Шрифт:
Интервал:
Закладка:
Мартин Буцер, монах-доминиканец из Шлештадта, покинул свой орден в 1521 году и присоединился к Зиккингену, в окружении которого свел знакомство с Эколампадосом. Став священником прихода Ландштуле, он женился на богатой монахине и отправился проповедовать новое учение в Виссенбург. В эту пору он поддерживал равно доверительные отношения и с Лютером, и с Цвингли. «Проповеди мои, — писал он Лютеру, — столь действенны, что во всем Страсбурге не сыщешь ни одной женщины, которая с Библией в руках не смогла бы опровергнуть всех католических священников вместе взятых». Буцер не относился к числу богословов, глубоко убежденных в своей правоте. О нем говорили, что его учение проникнуто духом двусмысленности и дипломатичности, — способ, равно пригодный, чтобы угодить всем и каждому и оттолкнуть от себя всех и каждого. Шпенглер писал: «Как много мог бы я вам рассказать, если бы вздумал поделиться теми неприятностями, что доставляют нам страсбургские мечтатели. Особенной ловкостью отличается среди них Буцер, в котором ни на миг не заподозришь человека прямого и искреннего». В другой раз он зашел еще дальше, прямо назвав Буцера «хитрецом и притворой». Также и Лютер не раз жаловался на непостоянство Буцера, именуя его болтуном и лицемером. Самому Буцеру эти оценки нисколько не мешали с успехом продолжать вести свою примиренчески-пропагандистскую деятельность. В конце концов он вслед за Меланхтоном открыто выдвинул требование восстановить церковную иерархию, однако сформулировал свой призыв столь резко, что даже Меланхтон счел его папистом. Окончательно устав от брожения умов и моральной распущенности, одним из инициаторов которой был он сам, Буцер переехал в Англию, где закончил свои дни профессором Кембриджского университета.

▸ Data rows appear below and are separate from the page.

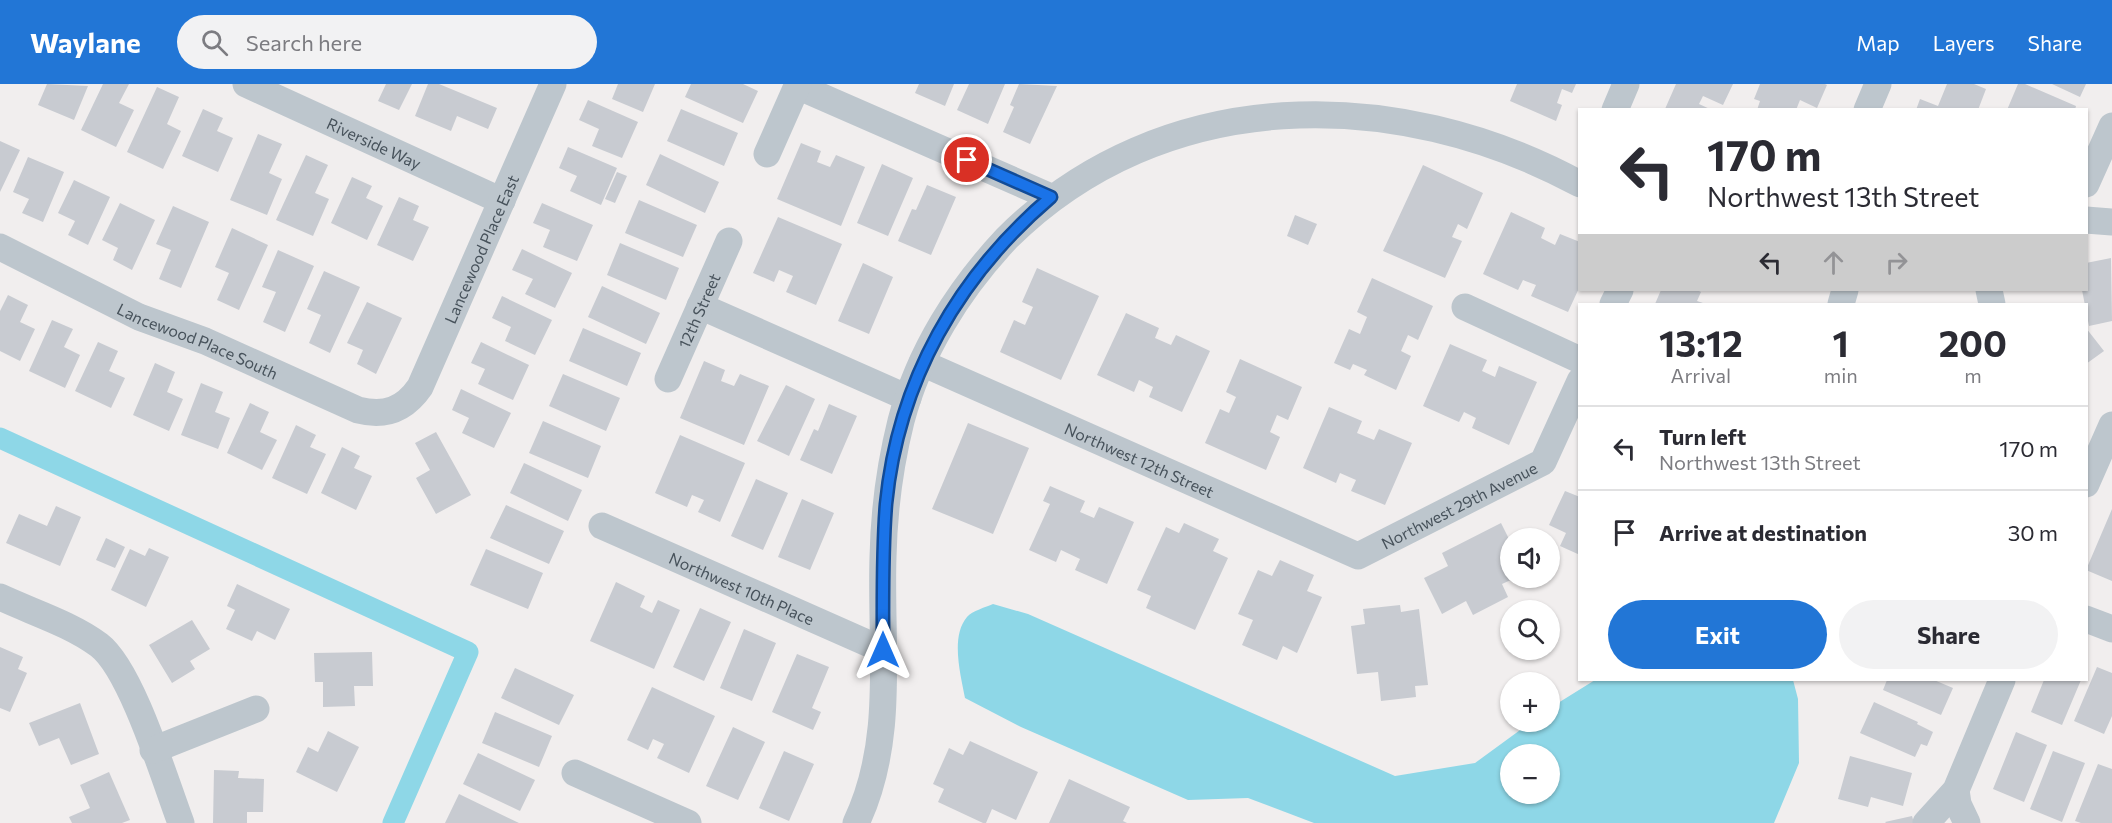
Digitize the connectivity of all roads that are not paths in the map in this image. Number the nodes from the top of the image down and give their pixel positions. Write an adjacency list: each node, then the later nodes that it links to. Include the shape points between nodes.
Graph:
1 (246, 84): 13 (street, Riverside Way)
2 (553, 84): 13 (street, Lancewood Place East)
3 (1626, 84): 6 (street)
4 (1878, 84): 7 (street)
5 (798, 85): 9 (street); 12 (street)
6 (1616, 108)
7 (1868, 108)
8 (2112, 126): 10 (street)
9 (767, 154)
10 (2088, 180)
11 (1578, 183): 12 (street, via 1518,147 1477,129 1377,105 1326,102 1241,110 1191,122 1107,160)
12 (1051, 197): 21 (street, via 984,264 959,297)
13 (502, 201): 25 (street, Lancewood Place East, via 420,387)
14 (2088, 220): 15 (street)
15 (2112, 222)
16 (729, 241): 18 (street, 12th Street)
17 (0, 247): 25 (street, Lancewood Place South, via 139,317 205,341 358,410 372,414)
18 (700, 306): 22 (street, 12th Street); 24 (street)
19 (1465, 306): 20 (street)
20 (1578, 359)
21 (922, 363): 24 (street); 29 (street, Northwest 12th Street)
22 (668, 379)
23 (1578, 386): 29 (street, Northwest 29th Avenue, via 1544,462)
24 (908, 398): 33 (street, via 886,505)
25 (401, 408)
26 (2112, 425): 27 (street)
27 (2088, 479)
28 (602, 526): 33 (street, Northwest 10th Place)
29 (1358, 556)
30 (0, 597): 36 (street, via 100,646 120,669)
31 (2088, 620): 32 (street)
32 (2112, 629)
33 (883, 650): 41 (street, via 881,728 873,773)
34 (2002, 681): 38 (street)
35 (256, 710): 36 (street)
36 (153, 750): 39 (street)
37 (575, 773): 40 (street)
38 (1956, 790): 42 (street); 43 (street)
39 (181, 823)
40 (688, 823)
41 (856, 823)
42 (1926, 823)
43 (1967, 823)

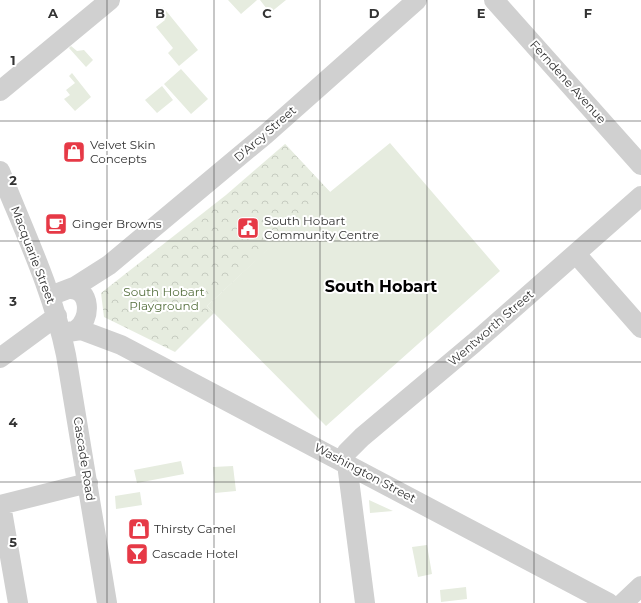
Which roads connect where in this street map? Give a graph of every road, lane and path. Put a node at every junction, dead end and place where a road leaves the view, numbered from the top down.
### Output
1 (110, 0) edge
2 (417, 0) edge
3 (494, 0) edge
4 (0, 91) edge
5 (641, 165) edge
6 (0, 171) edge
7 (641, 196) edge
8 (576, 254) junction
9 (109, 265) junction
10 (69, 289) junction
11 (50, 296) junction
12 (88, 308) junction
13 (65, 326) junction
14 (641, 328) edge
15 (121, 345) junction
16 (0, 358) edge
17 (345, 462) junction
18 (88, 483) junction
19 (0, 505) edge
20 (641, 586) edge
21 (18, 603) edge
22 (107, 603) edge
23 (365, 603) edge
24 (608, 603) edge
25 (623, 603) edge

1 - 4 street
2 - 9 street, D'Arcy Street
3 - 5 street, Ferndene Avenue
6 - 11 street, Macquarie Street
7 - 8 street, Wentworth Street
8 - 14 street
8 - 17 street, Wentworth Street
9 - 10 street, D'Arcy Street
9 - 12 street, D'Arcy Street
10 - 11 street, D'Arcy Street
10 - 12 street
11 - 13 street, Macquarie Street
12 - 13 street
12 - 15 street, Washington Street
13 - 15 street, Washington Street
13 - 16 street
13 - 18 street, Cascade Road
15 - 17 street, Washington Street
17 - 23 street
17 - 24 street, Washington Street
18 - 19 street
18 - 22 street, Cascade Road
19 - 21 street
20 - 25 street

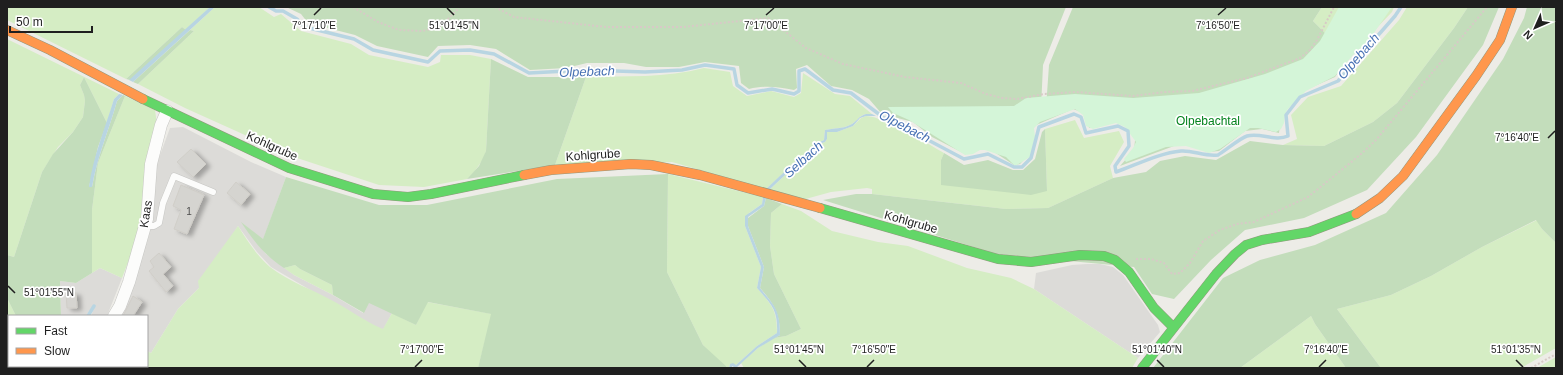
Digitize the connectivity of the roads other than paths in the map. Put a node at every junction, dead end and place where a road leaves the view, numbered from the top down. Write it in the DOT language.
graph roads {
  1 [pos="1512,7"];
  2 [pos="7,30"];
  3 [pos="167,111"];
  4 [pos="213,192"];
  5 [pos="145,226"];
  6 [pos="115,315"];
  7 [pos="1173,328"];
  8 [pos="1142,368"];
  1 -- 7 [label="street"];
  2 -- 3 [label="street, Kohlgrube"];
  3 -- 5 [label="street, Kaas"];
  3 -- 7 [label="street, Kohlgrube"];
  4 -- 5 [label="lane"];
  5 -- 6 [label="street, Kaas"];
  7 -- 8 [label="street"];
}
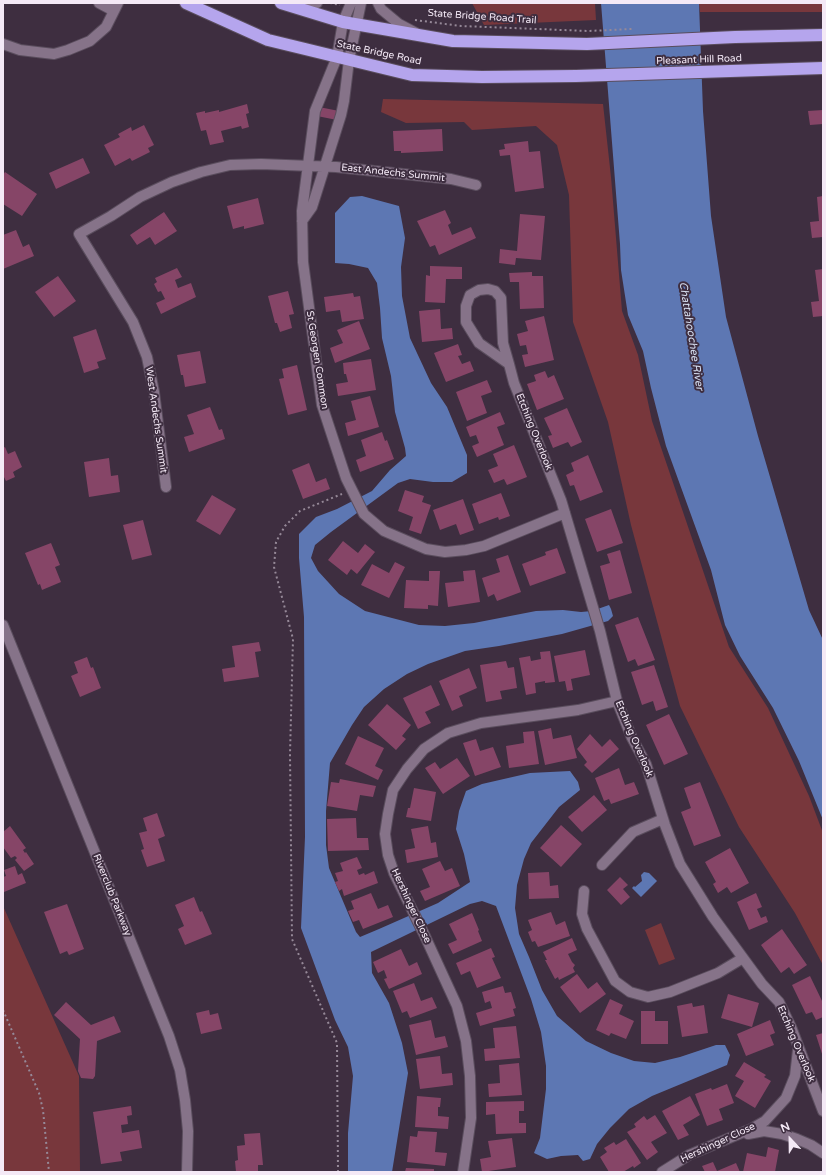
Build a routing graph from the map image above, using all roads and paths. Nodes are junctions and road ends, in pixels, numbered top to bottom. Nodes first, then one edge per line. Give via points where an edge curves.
1 (99, 3) edge
2 (186, 3) edge
3 (281, 3) edge
4 (317, 3) edge
5 (330, 3) edge
6 (362, 3) edge
7 (378, 3) edge
8 (350, 5) edge
9 (116, 7) edge
10 (303, 10) junction
11 (414, 20) dead end
12 (343, 22) junction
13 (358, 25) junction
14 (588, 31) dead end
15 (823, 35) edge
16 (421, 36) junction
17 (3, 44) edge
18 (337, 57) junction
19 (349, 60) junction
20 (823, 68) edge
21 (576, 76) joint
22 (308, 166) junction
23 (324, 166) junction
24 (476, 185) dead end
25 (302, 221) junction
26 (509, 364) junction
27 (166, 487) dead end
28 (352, 490) junction
29 (565, 513) junction
30 (3, 625) edge
31 (617, 701) junction
32 (663, 819) junction
33 (602, 865) dead end
34 (584, 891) dead end
35 (743, 958) junction
36 (3, 1010) edge
37 (799, 1048) junction
38 (823, 1110) edge
39 (732, 1137) junction
40 (823, 1154) edge
41 (50, 1172) edge
42 (187, 1172) edge
43 (338, 1172) edge
44 (463, 1172) edge
45 (662, 1172) edge

1 - 9 street
2 - 18 highway, State Bridge Road via 268,40
3 - 10 highway
4 - 10 street
5 - 8 path
6 - 13 street
7 - 16 street via 381,9 399,24
8 - 12 street, St Georgen Common
9 - 17 street via 106,27 90,41 68,50 54,54 20,50
10 - 12 highway
11 - 14 path, State Bridge Road Trail via 462,26
12 - 13 highway
12 - 18 street, St Georgen Common
13 - 16 highway
13 - 19 street
15 - 16 highway via 588,44 453,41
18 - 19 highway, State Bridge Road
18 - 22 street, St Georgen Common via 315,111
19 - 21 highway, State Bridge Road via 412,74 482,77
19 - 23 street via 344,101
20 - 21 highway, Pleasant Hill Road
22 - 23 street, East Andechs Summit
22 - 25 street, St Georgen Common
22 - 27 street, West Andechs Summit via 261,164 230,166 201,172 140,196 79,234 133,322 147,357
23 - 24 street, East Andechs Summit via 451,179
23 - 25 street via 312,207
25 - 28 street, St Georgen Common via 303,262 322,405
26 - 26 street, Etching Overlook via 503,343 501,298 496,291 479,290 470,295 466,306 466,322 479,343
26 - 29 street, Etching Overlook via 524,410
28 - 29 street, St Georgen Common via 364,514 384,531 426,549 446,552 484,546
28 - 43 path via 300,511 276,542 274,567 293,639 290,754 292,939 337,1043
29 - 31 street, Etching Overlook via 592,601
30 - 42 street, Riverclub Parkway via 169,1036 186,1100
31 - 32 street, Etching Overlook via 646,764
31 - 44 street, Hershinger Close via 578,710 481,723 448,733 424,749 393,790 385,834 388,855 394,873 457,1006 466,1041 471,1118
32 - 33 street via 633,832
32 - 35 street, Etching Overlook via 680,864 713,917
34 - 35 street via 582,914 587,929 615,981 630,992 648,997 670,992 718,973
35 - 37 street, Etching Overlook via 779,1002
36 - 41 path via 39,1093
37 - 38 street, Etching Overlook
37 - 39 street, Hershinger Close via 795,1076 786,1098 765,1121
39 - 40 street via 764,1131 782,1134 806,1143
39 - 45 street, Hershinger Close via 689,1155

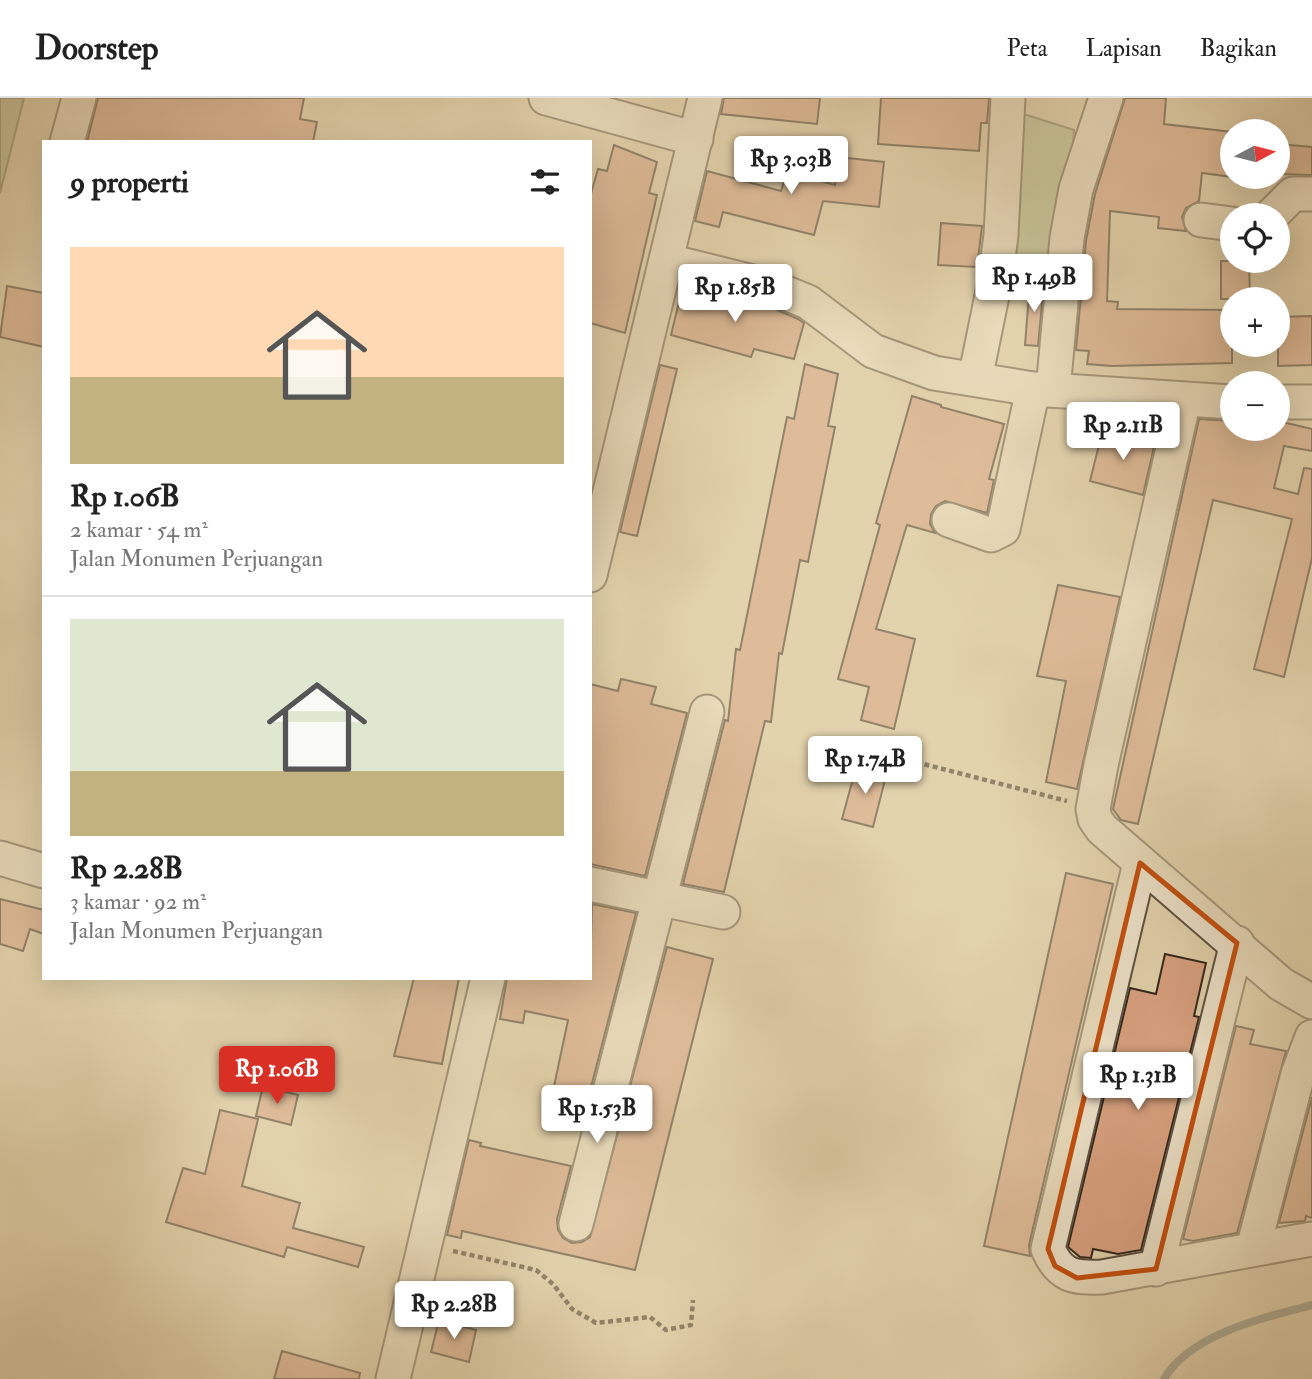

Авиньонский францисканец Франсуа Ламбер познакомился с учением Лютера во время стажировки в Виттенберге, откуда он уехал в Страсбург. В этом городе он не обнаружил ничего кроме «клеветы, зависти, лжи и злословия». В своих проповедях он излагал иной, нежели у Лютера, взгляд на евхаристию, вступил в спор с Буцером, считавшим его «абсолютно никчемным человеком, преисполненным самолюбия и тщеславия». Протестантский пастор страсбургского прихода Сент-Этьен Энгельбрехт, прежде служивший коадъюнктором при епископе Шпейера, обвинил Буцера и Капитана в стремлении восстановить папский гнет. Одновременно Буцер обличал Энгельбрехта как лукавого лицемера. Гербель выступил против Энгельбрехта, но попутно отругал и его оппонентов за недооценку католических институтов. Лютер прислал ему письмо с горячей поддержкой, уверяя, что Гербель остается его единственным рупором «среди всех этих хищных змей, тигров и пантер». Циглер, попытавшийся было образумить спорщиков и положить конец склокам, добился лишь того, что его самого выслали из Страсбурга.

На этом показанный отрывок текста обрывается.